■ **Assignment**:
The entries are to be repeated exactly, with all pictures omitted.

■ **Records supplied**:

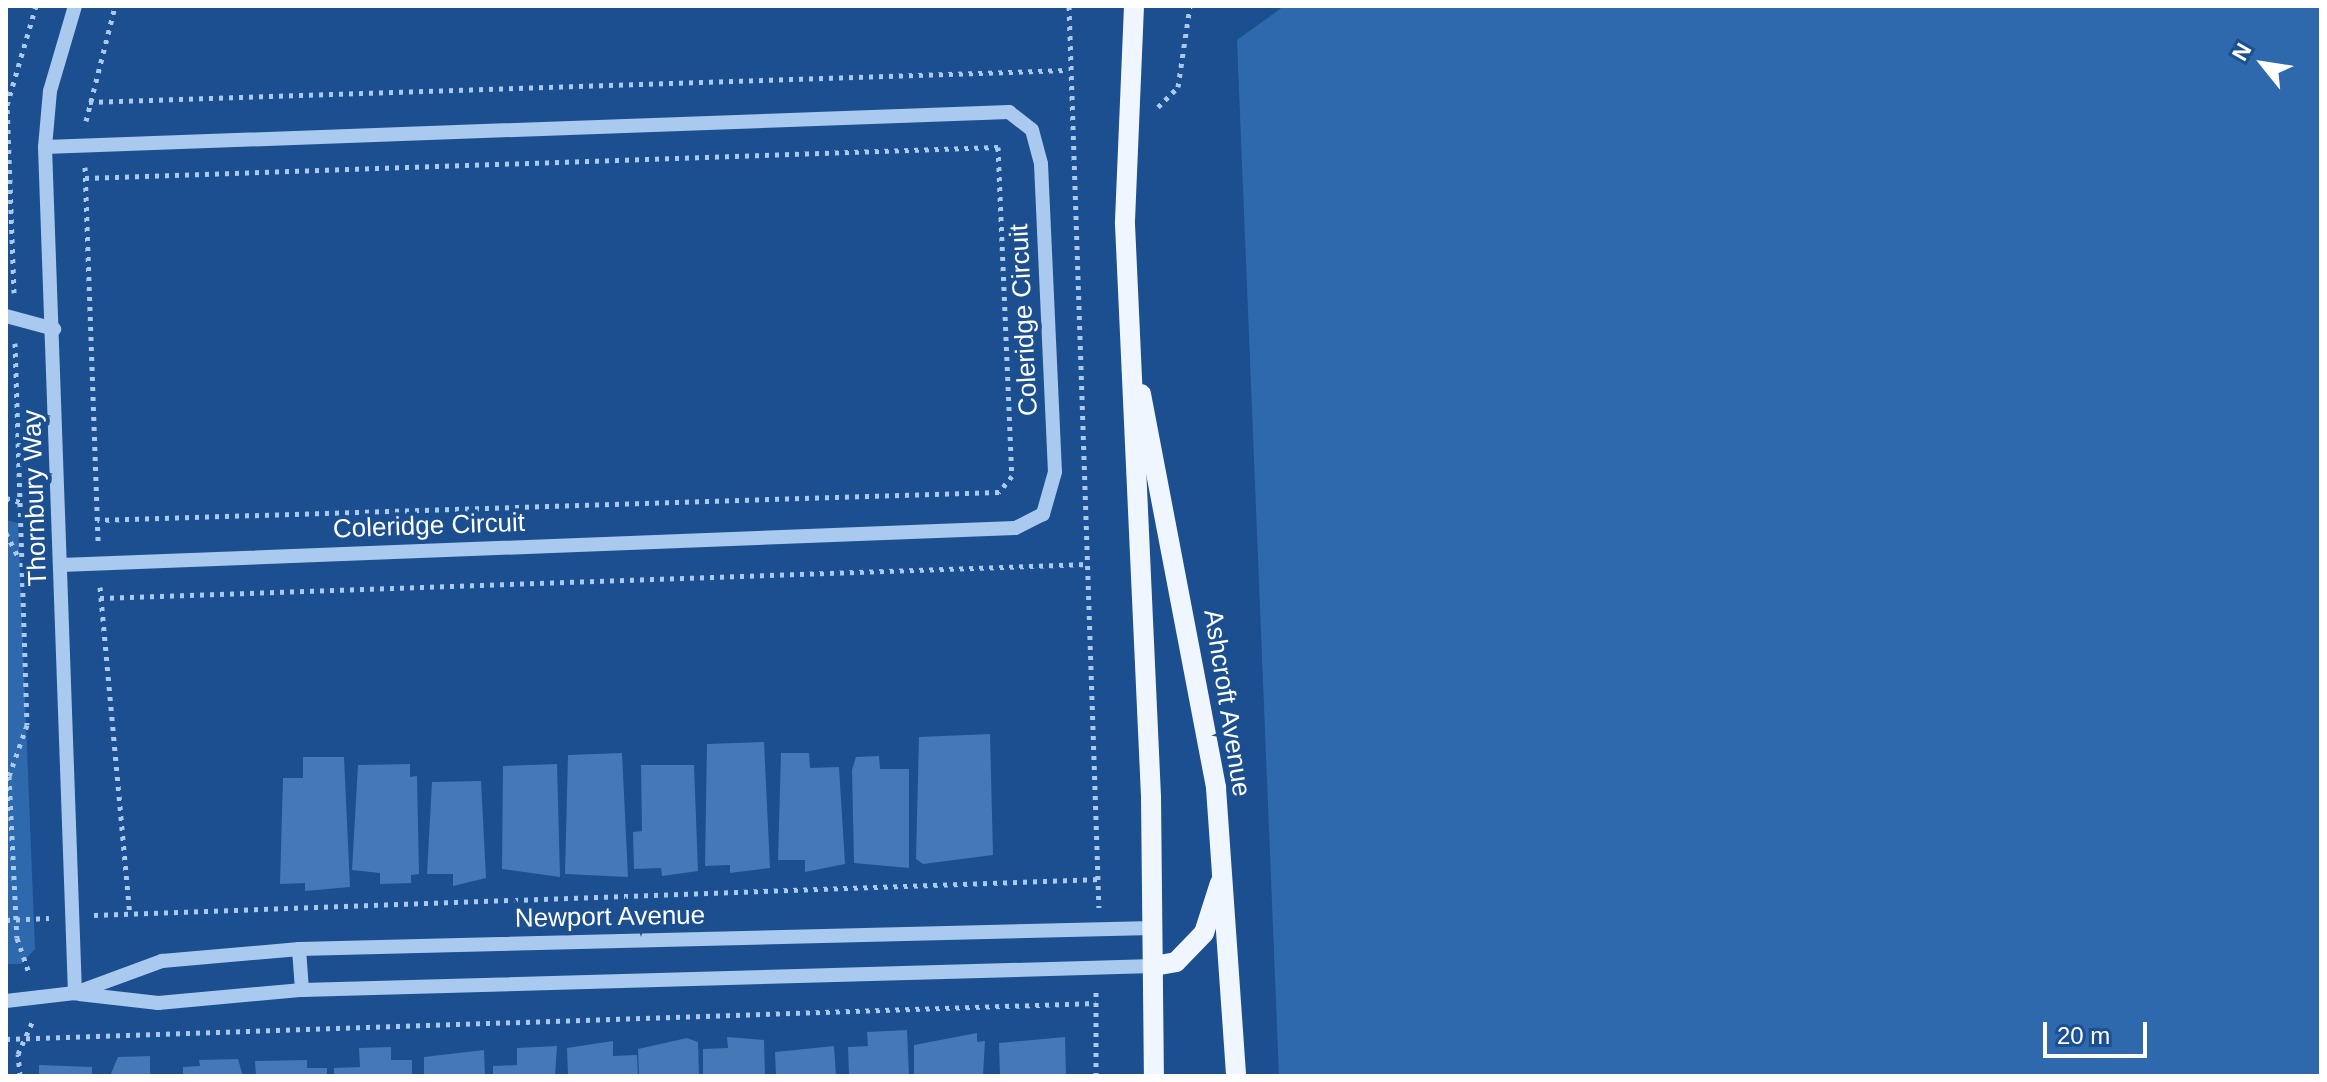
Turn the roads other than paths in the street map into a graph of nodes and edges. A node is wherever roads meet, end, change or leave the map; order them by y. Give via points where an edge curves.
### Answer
1 (75, 6) edge
2 (1134, 6) edge
3 (1149, 6) edge
4 (1133, 61) junction
5 (45, 147) junction
6 (10, 317) edge
7 (54, 329) junction
8 (1131, 343) junction
9 (61, 565) junction
10 (1223, 861) junction
11 (1153, 928) junction
12 (299, 949) junction
13 (1154, 966) junction
14 (302, 990) junction
15 (75, 993) junction
16 (6, 1001) edge
17 (1154, 1076) edge
18 (1236, 1076) edge

1 - 5 street, Thornbury Way via 50,91
2 - 4 main road, Ashcroft Avenue
3 - 4 main road, Ashcroft Avenue
4 - 8 main road, Ashcroft Avenue via 1126,138
5 - 7 street, Thornbury Way
5 - 9 street, Coleridge Circuit via 83,140 1009,112 1032,130 1041,164 1055,472 1043,514 1015,528
6 - 7 street
7 - 9 street, Thornbury Way
8 - 10 main road, Ashcroft Avenue via 1189,625
8 - 11 main road, Ashcroft Avenue
9 - 15 street, Thornbury Way
10 - 13 main road via 1204,933 1176,962
10 - 18 main road, Ashcroft Avenue
11 - 12 street, Newport Avenue
11 - 13 main road, Ashcroft Avenue
12 - 14 street
12 - 15 street, Newport Avenue via 162,961
13 - 14 street, Newport Avenue
13 - 17 main road, Ashcroft Avenue
14 - 15 street, Newport Avenue via 158,1003
15 - 16 street, Newport Avenue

■ **Answer section**:
Turn the roads other than paths in the street map into a graph of nodes and edges. A node is wherever roads meet, end, change or leave the map; order them by y. Give via points where an edge curves.
### Answer
1 (75, 6) edge
2 (1134, 6) edge
3 (1149, 6) edge
4 (1133, 61) junction
5 (45, 147) junction
6 (10, 317) edge
7 (54, 329) junction
8 (1131, 343) junction
9 (61, 565) junction
10 (1223, 861) junction
11 (1153, 928) junction
12 (299, 949) junction
13 (1154, 966) junction
14 (302, 990) junction
15 (75, 993) junction
16 (6, 1001) edge
17 (1154, 1076) edge
18 (1236, 1076) edge

1 - 5 street, Thornbury Way via 50,91
2 - 4 main road, Ashcroft Avenue
3 - 4 main road, Ashcroft Avenue
4 - 8 main road, Ashcroft Avenue via 1126,138
5 - 7 street, Thornbury Way
5 - 9 street, Coleridge Circuit via 83,140 1009,112 1032,130 1041,164 1055,472 1043,514 1015,528
6 - 7 street
7 - 9 street, Thornbury Way
8 - 10 main road, Ashcroft Avenue via 1189,625
8 - 11 main road, Ashcroft Avenue
9 - 15 street, Thornbury Way
10 - 13 main road via 1204,933 1176,962
10 - 18 main road, Ashcroft Avenue
11 - 12 street, Newport Avenue
11 - 13 main road, Ashcroft Avenue
12 - 14 street
12 - 15 street, Newport Avenue via 162,961
13 - 14 street, Newport Avenue
13 - 17 main road, Ashcroft Avenue
14 - 15 street, Newport Avenue via 158,1003
15 - 16 street, Newport Avenue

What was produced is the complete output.